Here’s how banks are aiming to attract and retain customers today.
Customizing the Customer Experience
People expect banks to know what they want and need before even asking. As Payments Journal describes, banks today need to know and understand “even the smallest details of a client’s banking requirements.”
Customization is a key tenet of an overall stellar customer experience. The best banks understand who a customer is based on demographics and past actions — and figure out exactly what they expect. Surveys can help banks understand customers’ innermost thoughts and feelings on their services, not to mention which offers get the most positive response from various customer segments.
Speaking of segmenting, it’s increasingly vital to customize offers closely to niche subsets of customers rather than casting a wide net in the name of universal appeal. The goal is to boost the relevancy of product offerings and marketing messages based on subtle differences between groups.
Here’s just one example: Rather than treating customers aged 22-25 as one target group, consider the difference between a fresh college graduate and someone a year or two into their first salaried job. Speaking to this difference in their priorities and financial standings can go a long way in earning and keeping their business as needs shift.
The ability to effectively segment, understand and “wow” audiences depends increasingly on having financial analysis tools up to the task of mining a massive amount of data for useful insights. Pivoting toward self-service analytics empowers employees of all stripes to crunch numbers, draw conclusions and make data-driven decisions, while artificial intelligence-driven analytics helps organizations uncover insights otherwise hidden within a huge sea of data. The insights are there; it’s just a matter of whether banks have the tools to extract them and the culture to incorporate them into regular decision-making.
Marketing to Millennials
Banks are starting to understand just how important it is to capture the attention and loyalty of millennials — and, sooner rather than later, the members of Gen Z behind them. But many members of this group feel their current approach to banking leaves much to be desired. And where there’s dissatisfaction, there’s opportunity to do better and forge lasting relationships with customers.
Research is showing millennials want highly convenient mobile experiences, more personalized experiences and accessible financial advice. One bank even utilized a human-like robot named Pepper to offer visitors “a charming, charismatic and fast alternative to waiting in line for a teller,” according to Forbes The result? The bank saw year-over-year growth of 44 percent in addition to an uptick in employee morale.

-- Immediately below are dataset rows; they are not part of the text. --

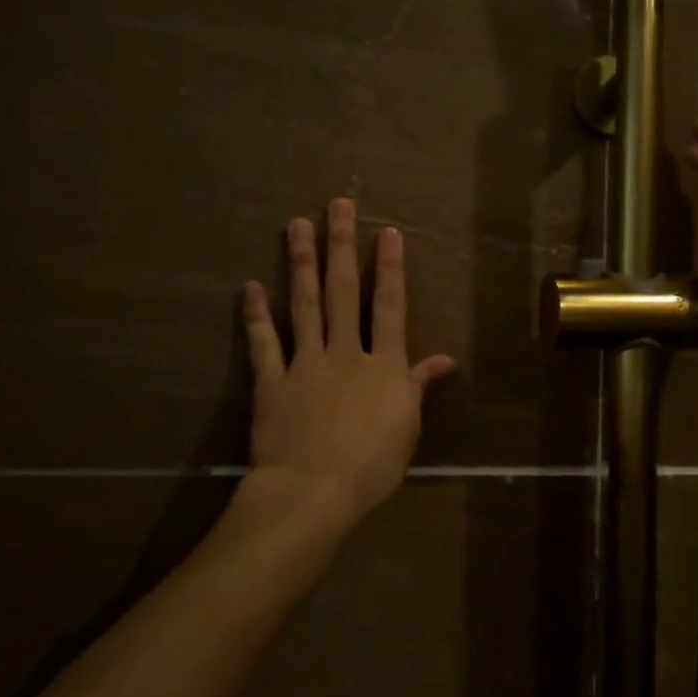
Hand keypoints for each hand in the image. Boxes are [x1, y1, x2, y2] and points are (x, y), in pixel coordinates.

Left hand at [241, 198, 456, 527]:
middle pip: (343, 291)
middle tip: (338, 205)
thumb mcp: (408, 426)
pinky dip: (256, 315)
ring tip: (297, 225)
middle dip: (342, 245)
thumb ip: (419, 385)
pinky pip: (263, 343)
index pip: (390, 305)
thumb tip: (446, 358)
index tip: (387, 232)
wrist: (313, 491)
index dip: (390, 267)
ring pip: (304, 304)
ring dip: (302, 262)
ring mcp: (305, 363)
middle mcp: (345, 351)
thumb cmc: (372, 464)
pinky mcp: (272, 381)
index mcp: (383, 364)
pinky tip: (251, 286)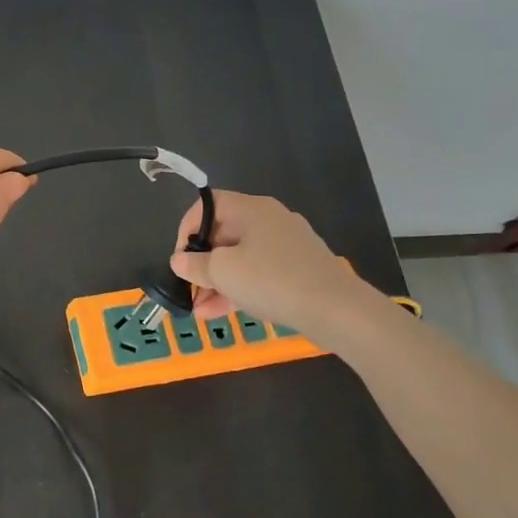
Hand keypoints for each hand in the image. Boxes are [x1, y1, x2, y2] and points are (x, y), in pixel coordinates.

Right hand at [169, 190, 387, 348]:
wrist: (337, 310)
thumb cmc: (272, 280)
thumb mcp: (223, 272)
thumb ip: (195, 265)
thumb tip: (179, 260)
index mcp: (251, 208)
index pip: (207, 205)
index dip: (186, 228)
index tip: (180, 258)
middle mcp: (270, 219)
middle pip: (223, 234)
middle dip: (201, 264)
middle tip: (189, 289)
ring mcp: (287, 244)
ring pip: (240, 258)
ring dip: (217, 282)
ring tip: (200, 311)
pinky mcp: (299, 269)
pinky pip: (259, 272)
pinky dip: (240, 288)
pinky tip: (222, 313)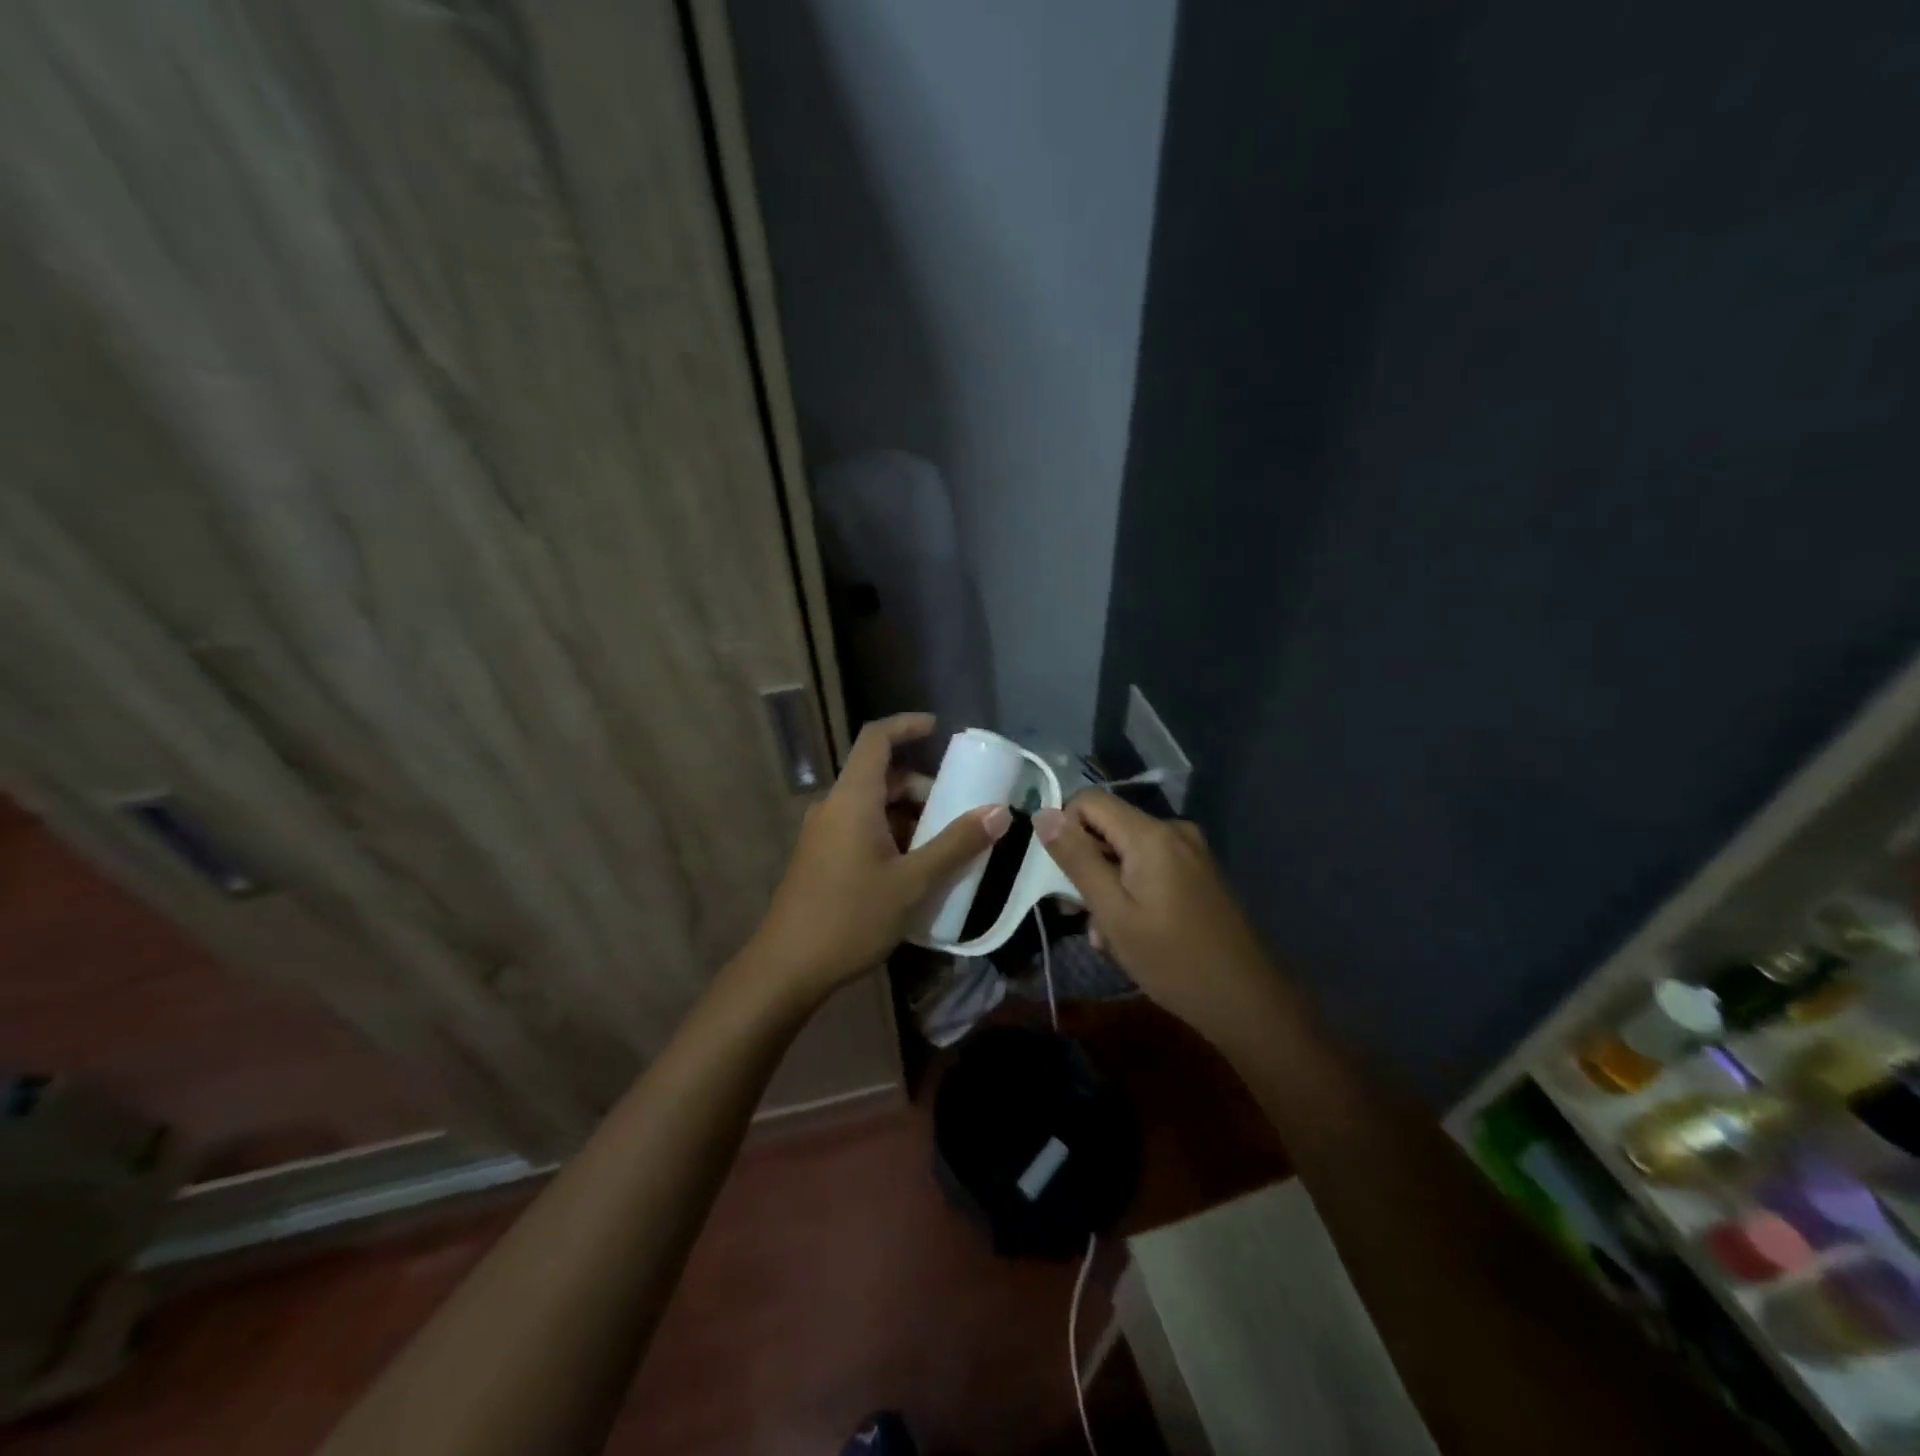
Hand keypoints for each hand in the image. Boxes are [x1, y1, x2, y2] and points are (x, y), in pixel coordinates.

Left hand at [748, 713, 1009, 1006]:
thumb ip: (956, 844)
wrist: (787, 968)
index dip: (906, 725)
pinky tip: (913, 870)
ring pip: (872, 806)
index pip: (876, 739)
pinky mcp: (820, 857)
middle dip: (921, 786)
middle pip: (880, 776)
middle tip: (956, 809)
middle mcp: (834, 807)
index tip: (938, 729)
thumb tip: (999, 812)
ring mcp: (823, 833)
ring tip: (942, 847)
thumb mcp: (912, 882)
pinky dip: (891, 834)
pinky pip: (860, 828)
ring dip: (908, 816)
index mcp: (853, 799)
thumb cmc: (851, 917)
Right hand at [1034, 790, 1277, 1045]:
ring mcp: (1190, 852)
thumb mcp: (1113, 912)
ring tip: (1109, 936)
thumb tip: (1043, 814)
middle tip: (1083, 916)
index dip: (1065, 830)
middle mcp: (1173, 830)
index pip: (1088, 801)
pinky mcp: (1198, 872)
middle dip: (1087, 866)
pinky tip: (1134, 931)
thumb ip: (1077, 859)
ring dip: (1108, 886)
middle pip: (1107, 827)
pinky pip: (1149, 866)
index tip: (1062, 876)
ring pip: (1125, 852)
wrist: (1246, 1000)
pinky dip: (1132, 891)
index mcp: (1151, 834)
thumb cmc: (1172, 960)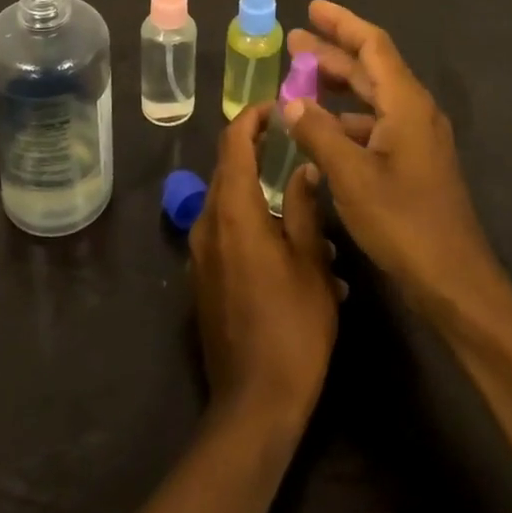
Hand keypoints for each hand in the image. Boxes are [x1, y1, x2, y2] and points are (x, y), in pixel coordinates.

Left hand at [189, 102, 339, 428]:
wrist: (253, 405)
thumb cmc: (292, 328)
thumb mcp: (311, 262)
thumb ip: (303, 207)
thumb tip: (303, 167)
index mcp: (234, 211)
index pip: (234, 143)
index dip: (253, 117)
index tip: (278, 107)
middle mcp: (208, 222)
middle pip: (227, 167)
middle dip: (255, 147)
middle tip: (290, 140)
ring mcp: (201, 252)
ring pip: (226, 198)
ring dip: (255, 186)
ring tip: (296, 193)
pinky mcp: (203, 276)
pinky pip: (224, 228)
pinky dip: (249, 217)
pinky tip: (284, 240)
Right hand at [284, 0, 503, 322]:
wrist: (455, 282)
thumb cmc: (403, 222)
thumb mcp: (352, 175)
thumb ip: (318, 133)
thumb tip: (290, 101)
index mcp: (406, 103)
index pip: (373, 45)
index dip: (342, 23)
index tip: (311, 8)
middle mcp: (415, 111)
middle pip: (371, 68)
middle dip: (331, 53)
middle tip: (291, 43)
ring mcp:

Making Cyber Security a Selling Point
In our age of data breaches and cyberattacks, customers want reassurance their funds are safe. Banks with a strong cyber-defense strategy are positioned to build trust with customers. According the American Bankers Association journal, the pillars of cybersecurity excellence within the financial industry today are protection, detection and resolution. Strengthening this foundation and communicating these efforts to customers can go a long way.
Banks today can use data analytics, cybersecurity advantages and personalized customer experiences to attain and retract customers today.